Z Wikiźródeł, wolnej biblioteki
Ta strona została uwierzytelniona.

Stópki Kary z radości po kilka razy uderzyły o posadzkę.
— Tak, tak! pewną tego byłam! Mój najlepszy, kochany!...
A on, głaszcząc ją po włosach, mówił:
— Trzeba być dobrą. Bądź zawsze dobrą... Utrzymuj przy życiu siwych, ślicznych staruszków. Nie zabraknie ci na to pieniędzy...

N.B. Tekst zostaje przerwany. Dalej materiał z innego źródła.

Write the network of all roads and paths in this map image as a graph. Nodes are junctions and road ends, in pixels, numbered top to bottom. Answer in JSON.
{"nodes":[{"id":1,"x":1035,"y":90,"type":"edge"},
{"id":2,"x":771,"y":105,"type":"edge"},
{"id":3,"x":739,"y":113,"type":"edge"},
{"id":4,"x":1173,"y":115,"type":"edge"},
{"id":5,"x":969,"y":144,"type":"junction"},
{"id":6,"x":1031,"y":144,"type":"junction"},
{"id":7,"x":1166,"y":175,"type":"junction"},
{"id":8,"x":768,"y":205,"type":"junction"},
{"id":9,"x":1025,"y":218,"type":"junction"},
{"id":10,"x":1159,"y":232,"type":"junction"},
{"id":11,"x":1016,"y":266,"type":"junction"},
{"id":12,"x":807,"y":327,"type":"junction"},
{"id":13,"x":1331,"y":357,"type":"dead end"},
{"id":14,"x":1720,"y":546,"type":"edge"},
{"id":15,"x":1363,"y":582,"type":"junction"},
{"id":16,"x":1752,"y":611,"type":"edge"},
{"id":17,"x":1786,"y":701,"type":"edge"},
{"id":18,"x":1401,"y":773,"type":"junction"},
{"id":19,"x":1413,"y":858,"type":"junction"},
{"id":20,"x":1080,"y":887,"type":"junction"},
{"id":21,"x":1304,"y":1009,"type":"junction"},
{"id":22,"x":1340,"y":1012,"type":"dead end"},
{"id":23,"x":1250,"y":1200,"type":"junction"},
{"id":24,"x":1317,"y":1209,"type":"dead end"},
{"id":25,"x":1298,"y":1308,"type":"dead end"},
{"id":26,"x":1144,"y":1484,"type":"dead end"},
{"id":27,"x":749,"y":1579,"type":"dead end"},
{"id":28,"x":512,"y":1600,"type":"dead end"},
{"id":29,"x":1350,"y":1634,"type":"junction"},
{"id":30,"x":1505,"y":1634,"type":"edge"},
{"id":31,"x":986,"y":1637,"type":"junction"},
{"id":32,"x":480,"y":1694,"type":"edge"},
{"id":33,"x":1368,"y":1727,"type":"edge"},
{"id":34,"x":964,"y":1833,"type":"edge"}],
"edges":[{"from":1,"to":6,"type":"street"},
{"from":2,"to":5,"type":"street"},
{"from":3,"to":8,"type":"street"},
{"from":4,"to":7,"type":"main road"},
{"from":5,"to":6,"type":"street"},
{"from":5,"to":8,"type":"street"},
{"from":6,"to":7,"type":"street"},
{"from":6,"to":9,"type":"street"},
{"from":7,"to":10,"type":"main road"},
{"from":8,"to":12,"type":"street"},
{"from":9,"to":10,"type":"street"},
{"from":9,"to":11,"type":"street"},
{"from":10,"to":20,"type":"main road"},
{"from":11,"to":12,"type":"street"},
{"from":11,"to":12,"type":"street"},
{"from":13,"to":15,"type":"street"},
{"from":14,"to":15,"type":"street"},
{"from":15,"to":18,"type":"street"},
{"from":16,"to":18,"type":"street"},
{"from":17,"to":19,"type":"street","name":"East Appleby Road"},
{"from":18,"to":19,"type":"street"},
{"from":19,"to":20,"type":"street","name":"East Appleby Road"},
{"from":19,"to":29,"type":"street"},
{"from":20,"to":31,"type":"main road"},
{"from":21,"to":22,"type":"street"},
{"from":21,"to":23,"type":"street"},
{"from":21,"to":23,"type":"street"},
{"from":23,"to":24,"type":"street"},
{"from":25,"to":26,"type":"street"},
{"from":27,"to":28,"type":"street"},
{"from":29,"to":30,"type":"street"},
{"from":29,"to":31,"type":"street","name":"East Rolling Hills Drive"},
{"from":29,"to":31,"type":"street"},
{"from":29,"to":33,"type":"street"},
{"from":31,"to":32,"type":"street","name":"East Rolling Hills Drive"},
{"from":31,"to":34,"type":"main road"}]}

Całowała jego ręce; nagle wzrok jej upadł na biurko ojcowskie i krzyknęła:
— Pufik! Pufik! gdzie wlazłeś! Masz tobie! Wlazł na biurko i zrobi jeszcze jaką szkodę!
Na wielkiem biurze słynnego aferzysty, u szczytu wysokiego stosu papierów, popielaty pinczerek siedział z pyszczkiem przytkniętym do szyby okna i warczał na przelatujące z głośnem krakaniem wrony. Po gabinecie tak poważnym, że prawie uroczystym, gamą srebrnych tonów rozległ się śmiech Kary.
— Spójrz, ojczulku, jak on się gniewa! Na wrony tak się gniewa! O, jak mu się pyszczek w górę podnosi, gdy która przelatuje! Widzisz, ojczulku?
— Widzę, widzę! pierwszy to raz tak szanowny pomocnik gospodaruje na mojem biurku. Ach, ty maleńka!